Date Full Report Received05/26/2009
Date Abstract Report Received05/26/2009
Funded ByNational Pork Board
In recent years, there has been increased incidence and severity of human disease associated with the bacterium Clostridium difficile (Cd). It appears that epidemic disease is being caused by newly emerging strains of Cd. No one knows where the new strains came from, but several human disease strains have been compared to strains found in swine. On that basis, some researchers speculate that the new strains may have come from pigs or could be food-associated (i.e., came from pork).
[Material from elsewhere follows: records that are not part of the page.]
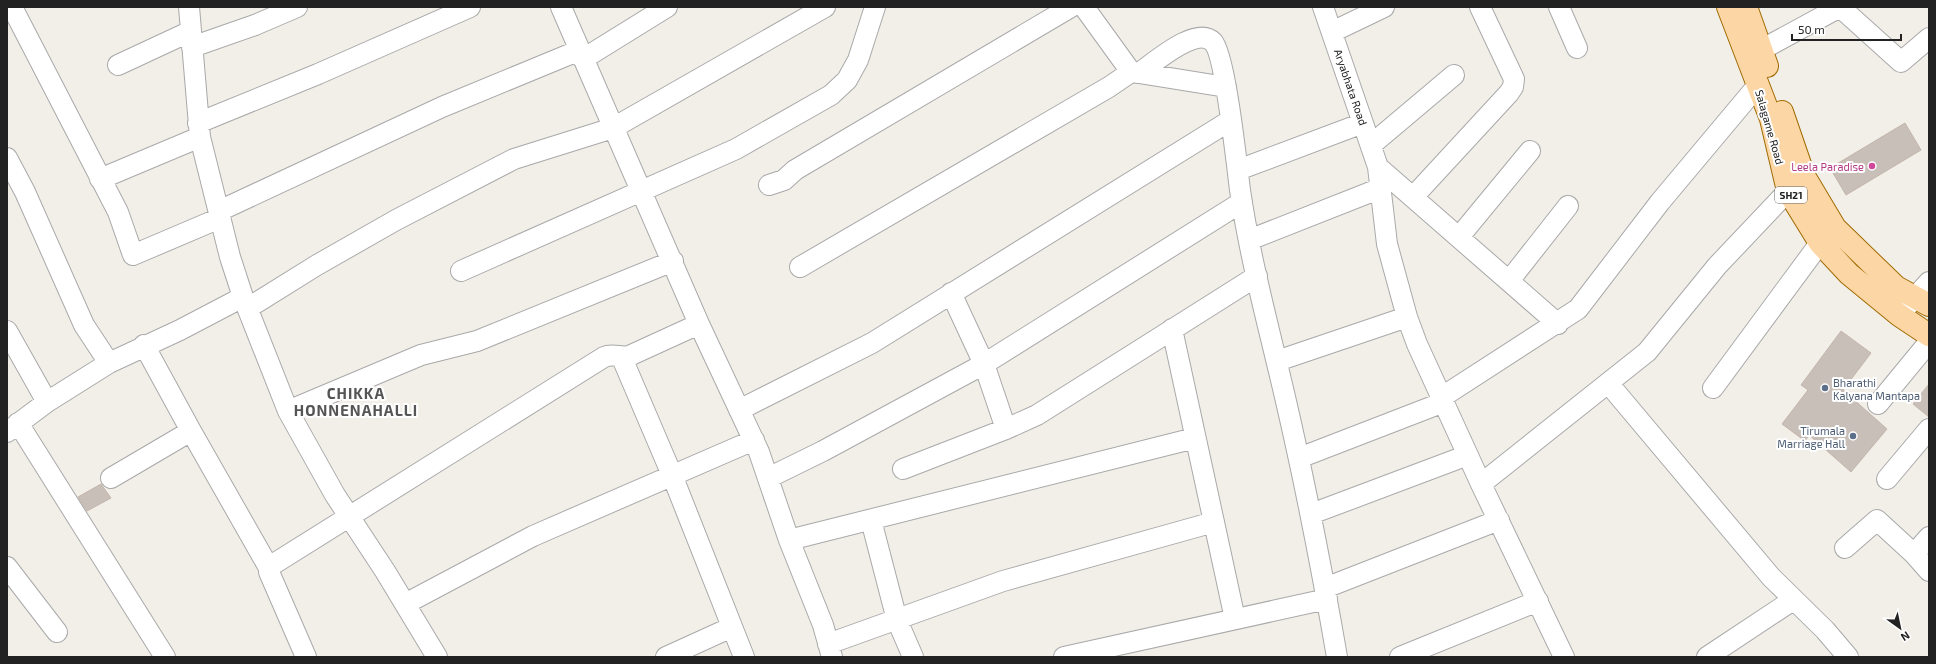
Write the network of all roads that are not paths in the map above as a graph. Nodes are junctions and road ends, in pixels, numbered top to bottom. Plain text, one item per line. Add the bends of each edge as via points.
1 (12, 7) edge
2 (189, 7) edge
3 (297, 7) edge
4 (470, 7) edge
5 (561, 7) edge
6 (666, 7) edge
7 (825, 7) edge
8 (875, 7) edge
9 (1071, 7) edge
10 (1084, 7) edge
11 (1323, 7) edge
12 (1384, 7) edge
13 (1480, 7) edge
14 (1558, 7) edge
15 (1728, 7) edge
16 (1746, 7) edge
17 (1840, 7) edge
18 (1332, 32) junction
19 (1929, 38) edge
20 (192, 39) junction
21 (1577, 48) dead end
22 (1755, 53) junction
23 (582, 55) junction
24 (118, 65) dead end
25 (1135, 72) junction
26 (1454, 75) dead end
27 (1758, 85) junction
28 (1226, 87) junction
29 (1231, 120) junction
30 (1363, 123) junction
31 (613, 128) junction
32 (199, 130) junction
33 (1371, 145) junction
34 (1530, 151) dead end
35 (7, 158) edge
36 (1378, 167) junction
37 (1238, 170) junction
38 (100, 178) junction
39 (769, 185) dead end
40 (1380, 188) junction
41 (641, 190) junction
42 (1788, 191) junction
43 (1413, 197) junction
44 (1242, 202) junction
45 (1568, 206) dead end
46 (220, 215) junction
47 (1459, 237) junction
48 (1249, 240) junction
49 (1820, 243) junction
50 (673, 261) junction
51 (800, 267) dead end
52 (461, 271) dead end
53 (1257, 276) junction
54 (1509, 281) junction
55 (951, 293) junction
56 (1924, 295) edge
57 (245, 303) junction
58 (1899, 315) junction
59 (1407, 317) junction
60 (699, 324) junction
61 (1558, 324) junction
62 (1172, 329) junction
63 (7, 331) edge
64 (1929, 335) edge
65 (1929, 342) edge
66 (144, 345) junction
67 (622, 358) junction
68 (1277, 361) junction
69 (109, 363) junction
70 (984, 364) junction
71 (1608, 383) junction
72 (1713, 388) dead end
73 (1443, 400) junction
74 (46, 402) junction
75 (1878, 404) dead end
76 (739, 410) junction
77 (288, 411) junction
78 (13, 428) edge
79 (1006, 429) junction
80 (1929, 429) edge
81 (191, 431) junction
82 (1195, 438) junction
83 (754, 440) junction
84 (1468, 455) junction
85 (1299, 458) junction
86 (903, 469) dead end
87 (672, 475) junction
88 (111, 478) dead end
89 (768, 478) junction
90 (1887, 479) dead end
91 (1481, 484) junction
92 (1311, 514) junction
93 (349, 516) junction
94 (871, 520) junction
95 (1499, 520) junction
96 (1214, 522) junction
97 (1929, 537) edge
98 (789, 540) junction
99 (1845, 548) dead end
100 (1914, 554) junction
101 (7, 567) edge
102 (269, 568) junction
103 (1929, 571) edge
104 (1326, 594) junction
105 (1793, 600) junction
106 (1538, 601) junction
107 (405, 604) junction
108 (1234, 619) junction
109 (897, 620) junction
110 (732, 627) junction
111 (57, 632) dead end
112 (830, 651) edge
113 (166, 657) edge
114 (306, 657) edge
115 (437, 657) edge
116 (666, 657) edge
117 (744, 657) edge
118 (913, 657) edge
119 (1064, 657) edge
120 (1337, 657) edge
121 (1400, 657) edge
122 (1564, 657) edge
123 (1708, 657) edge
124 (1848, 657) edge

1 - 38 street
2 - 20 street
3 - 20 street via 255,25
4 - 32 street
5 - 23 street
6 - 23 street
7 - 31 street
8 - 41 street via 858,60 840,88 736,149
9 - 39 street via 795,170 784,180
10 - 25 street
11 - 18 street, Aryabhata Road
12 - 18 street
13 - 43 street via 1514,79 1513,86 1510,93
14 - 21 street
15 - 22 main road, Salagame Road / SH21
16 - 22 main road
17 - 19 street via 1901,62
17 - 22 street
18 - 30 street, Aryabhata Road
20 - 24 street
20 - 32 street
22 - 27 main road, Salagame Road / SH21
22 - 56 main road via 1804,176 1835,228 1896,287
23 - 31 street
23 - 46 street via 442,107
25 - 28 street
25 - 28 street via 1186,42 1197,37 1206,38 1213,42 1218,51
25 - 51 street
26 - 33 street
27 - 42 main road, Salagame Road / SH21 via 1770,119
27 - 61 street via 1660,202 1578,309
28 - 29 street
29 - 37 street
29 - 55 street
30 - 33 street, Aryabhata Road
30 - 37 street
31 - 41 street
31 - 57 street via 514,159
32 - 38 street
32 - 46 street
33 - 36 street, Aryabhata Road
34 - 47 street
35 - 69 street via 25,192 84,325
36 - 40 street, Aryabhata Road
36 - 43 street
37 - 44 street
38 - 46 street via 118,212 133,255
40 - 48 street
40 - 59 street, Aryabhata Road via 1387,244
41 - 50 street
41 - 52 street
42 - 49 main road, Salagame Road / SH21
42 - 71 street via 1717,266 1647,352
43 - 47 street
44 - 48 street
44 - 70 street
45 - 54 street
46 - 57 street
47 - 54 street
48 - 53 street
49 - 58 main road, Salagame Road / SH21 via 1849,274
49 - 72 street
50 - 60 street
50 - 77 street via 477,341 422,355
53 - 62 street
53 - 68 street
54 - 61 street
55 - 70 street
55 - 76 street via 872,342
56 - 58 street
57 - 66 street
57 - 77 street
58 - 64 main road, Salagame Road / SH21
59 - 68 street
59 - 73 street, Aryabhata Road
60 - 67 street
60 - 76 street
61 - 73 street
62 - 79 street via 1058,403
62 - 82 street
63 - 74 street
65 - 75 street
66 - 69 street
66 - 81 street
67 - 87 street
67 - 93 street via 613,355 604,357
68 - 85 street
69 - 74 street
70 - 79 street
70 - 89 street
71 - 91 street
71 - 105 street via 1771,578
73 - 84 street, Aryabhata Road
73 - 85 street
74 - 78 street
76 - 83 street
77 - 93 street
78 - 113 street
79 - 86 street
80 - 90 street
81 - 88 street
81 - 102 street
82 - 94 street
82 - 96 street
83 - 87 street
83 - 89 street
84 - 91 street, Aryabhata Road
84 - 92 street
85 - 92 street
87 - 107 street via 526,539
87 - 110 street
89 - 98 street
91 - 95 street, Aryabhata Road
92 - 104 street
93 - 102 street
93 - 107 street
94 - 98 street
94 - 109 street
95 - 104 street
95 - 106 street, Aryabhata Road
96 - 108 street
96 - 109 street via 1003,581
97 - 100 street
98 - 112 street via 823,625
99 - 100 street via 1877,520
100 - 103 street
101 - 111 street
102 - 114 street
104 - 108 street
104 - 120 street
105 - 123 street
105 - 124 street
106 - 121 street
106 - 122 street, Aryabhata Road
107 - 115 street
108 - 119 street
109 - 112 street
109 - 118 street
110 - 116 street
110 - 117 street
We proposed this study to determine how frequently pigs (across production and age groups) are colonized by Cd and how pig isolates compare to other animal and human Cd isolates. We isolated 131 Cd from predominantly suckling piglets, but very few from finisher or adult swine. The majority of isolates occurred during the cold months. Our pig isolates did not appear to have as much resistance to antibiotics as human isolates do. We determined that our pig isolates are not the human epidemic strain. Although these pig strains can colonize humans and cause disease, they are not the most common strains seen in human disease. We found 4 isolates in pork trim used to make sausage and these strains were of the same type as found in our pigs and also the same as most commonly reported for meat. Because of the low carriage rate of Cd by market age pigs and the fact that Cd had a low frequency in meat, we conclude that pork is a low risk for transmission of Cd into the food chain.